Should Mr. Giordano become disabled during the term of the Agreement, the
Company may terminate regular compensation and, for the remainder of the
Employment Period (10 years from the date of disability), pay an annual amount
in equal monthly installments equal to his aggregate compensation from the
Company during the fiscal year immediately preceding the fiscal year in which
he became disabled. Mr. Giordano shall also receive the Miscellaneous Benefits.

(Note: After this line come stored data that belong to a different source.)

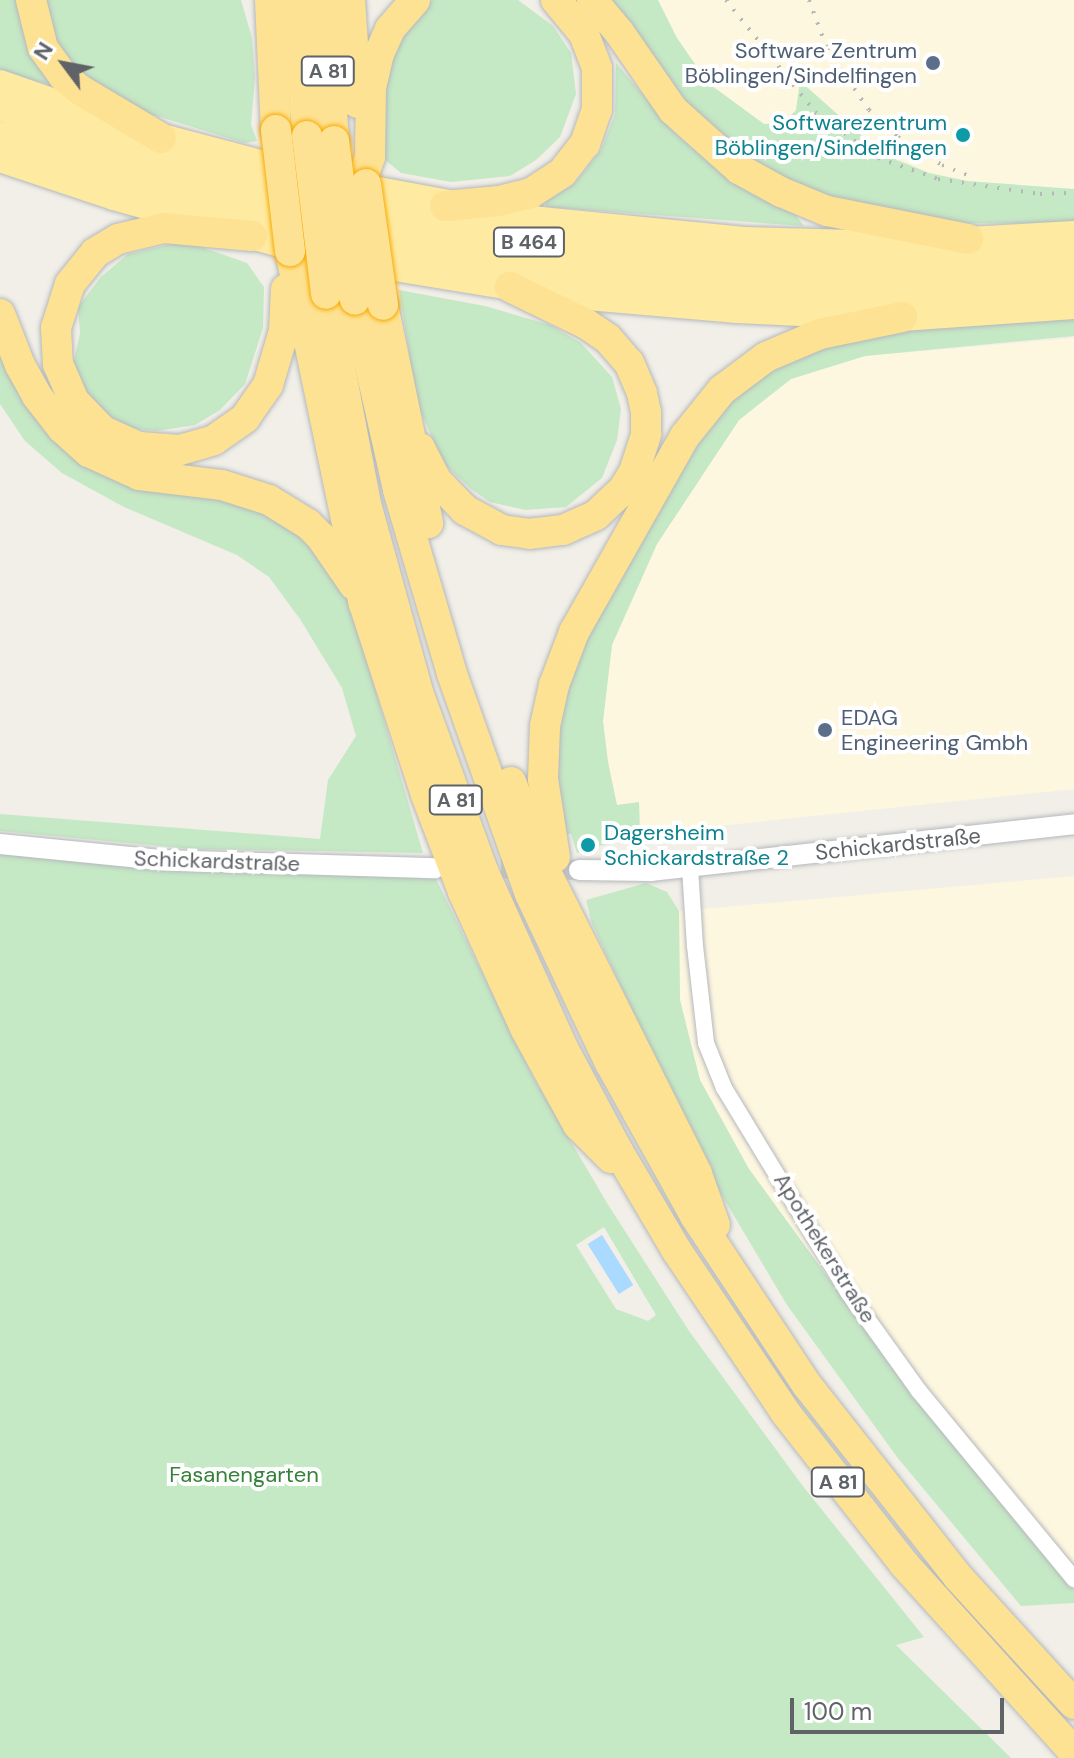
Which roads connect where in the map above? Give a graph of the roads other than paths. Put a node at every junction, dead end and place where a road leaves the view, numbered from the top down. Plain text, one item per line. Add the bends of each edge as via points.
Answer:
1 (31, 0) edge
2 (297, 0) edge
3 (324, 0) edge
4 (350, 0) edge
5 (415, 0) edge
6 (556, 0) edge
7 (592, 0) edge
8 (268, 7) edge
9 (0, 84) edge
10 (0, 107) edge
11 (0, 136) edge
12 (161, 138) junction
13 (351, 154) junction
14 (0, 158) edge
15 (445, 206) junction
16 (1074, 235) edge
17 (252, 236) junction
18 (968, 239) junction
19 (1074, 262) edge
20 (510, 287) junction
21 (1074, 289) edge
22 (330, 295) junction
23 (1074, 305) edge
24 (0, 314) edge
25 (902, 317) junction
26 (400, 396) junction
27 (364, 604) junction
28 (1074, 824) edge
29 (0, 844) edge
30 (690, 867) junction
31 (435, 868) dead end
32 (579, 870) tunnel mouth
33 (571, 917) junction
34 (637, 1185) junction
35 (725, 1266) junction
36 (1074, 1579) edge
37 (1074, 1704) edge
38 (1074, 1752) edge

1 - 12 highway via 43,48 63,76
2 - 13 highway, A 81
3 - 13 highway, A 81
4 - 13 highway
5 - 13 highway via 390,29 379,54 369,107
6 - 15 highway via 576,20 597,68 597,110 585,144 562,173 531,193
7 - 18 highway via 673,110 739,169 827,211
8 - 22 highway, bridge via 290,251
9 - 12 highway, B 464
10 - 19 highway, B 464 via 250,185 524,241 794,265
11 - 21 highway, B 464 via 265,216 512,265 641,281 794,291
12 - 15 highway, B 464 via 242,162
13 - 22 highway, A 81, bridge
13 - 22 highway, bridge
14 - 17 highway, B 464
15 - 18 highway, B 464 via 570,225 744,241 898,245
16 - 18 highway, B 464
17 - 20 highway, B 464
17 - 22 highway via 164,228 118,239 95,253 70,284 56,328 58,364 74,401 103,431 139,447 180,450 214,440 245,418 268,385 284,331
20 - 25 highway, B 464 via 685,306
20 - 26 highway via 597,331 618,349 637,378 646,412 644,444 634,472 610,505 581,523 544,534 502,530 476,519 437,481
22 - 26 highway
22 - 27 highway via 314,378
22 - 34 highway, A 81 via 375,542 438,752 530,978
22 - 35 highway, A 81 via 389,452 426,594 530,894 636,1114
23 - 25 highway, B 464
24 - 27 highway via 37,396 74,440 104,461 139,475 222,485 269,500 321,537
25 - 33 highway via 820,334 743,372 722,390 685,436 598,587 560,666 545,726 545,801
26 - 33 highway via 429,529 471,670 547,874
27 - 34 highway via 431,809 505,986 578,1125
28 - 30 street, Schickardstraße
29 - 31 street, Schickardstraße via 160,860
30 - 32 street, Schickardstraße
30 - 36 street, Apothekerstraße via 706,1043 724,1088 848,1292 919,1391
33 - 35 highway via 697,1174
34 - 38 highway, A 81 via 726,1327 839,1484 954,1623
35 - 37 highway, A 81 via 908,1517

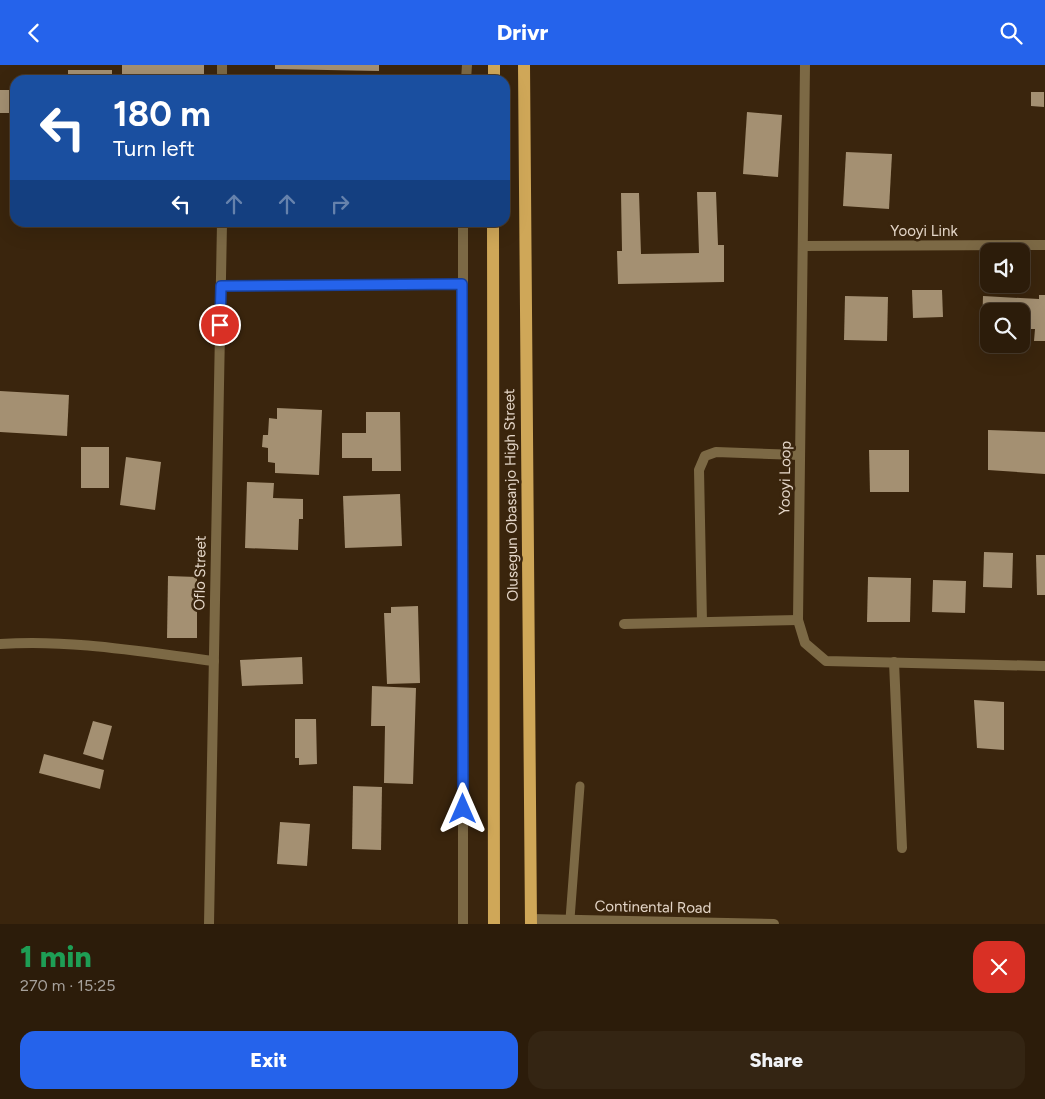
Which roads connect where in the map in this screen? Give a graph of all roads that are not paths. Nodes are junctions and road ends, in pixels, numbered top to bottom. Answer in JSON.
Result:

At the end of the Employment Period, Mr. Giordano will be entitled to receive
the Post Employment Compensation. If Mr. Giordano should become able to resume
work after being disabled (and is still within the Employment Period), he may
do so and resume the normal terms of the Agreement. The Employment Period would
then return to a rolling ten year term. If Mr. Giordano dies after becoming
disabled (and is still within the Employment Period), then in lieu of
disability payments shown above, the Company shall (for the remainder of the
Employment Period following his death) pay his estate the Death Benefit.
In the event there is a "change of control" of the Company (as defined in the
Agreement), Mr. Giordano may: (1) within one year thereafter, elect to treat
such event as a termination without cause and a breach of this Agreement, and
terminate his employment; or, (2) if there is a change in control and the
Company materially breaches this Agreement and fails to cure such breach within
the time provided in the Agreement, Mr. Giordano has one year (if such date is
within five years from the date of the change of control), to elect to treat
such breach as a termination by the Company without cause and to terminate his
employment. Upon a "termination" under either such circumstance, Mr. Giordano
will receive, for the remainder of the Employment Period (as of the day prior
to the date of such termination): (1) base salary at the rate in effect as of
the date of termination, adjusted annually for cost of living; (2) a minimum
bonus using the bonus formula established by the Company for its other senior
officers, but in no event less thant the bonus paid for the prior fiscal year
during the Employment Period; (3) all employee benefits under applicable plans,
and the provision of comparable supplemental benefits where continuation of
such benefits is impermissible under applicable plans; (4) accrual of all
pension benefits; (5) existing perquisites; and (6) vesting of any restricted
stock, stock options and any other then provided long-term incentive benefits.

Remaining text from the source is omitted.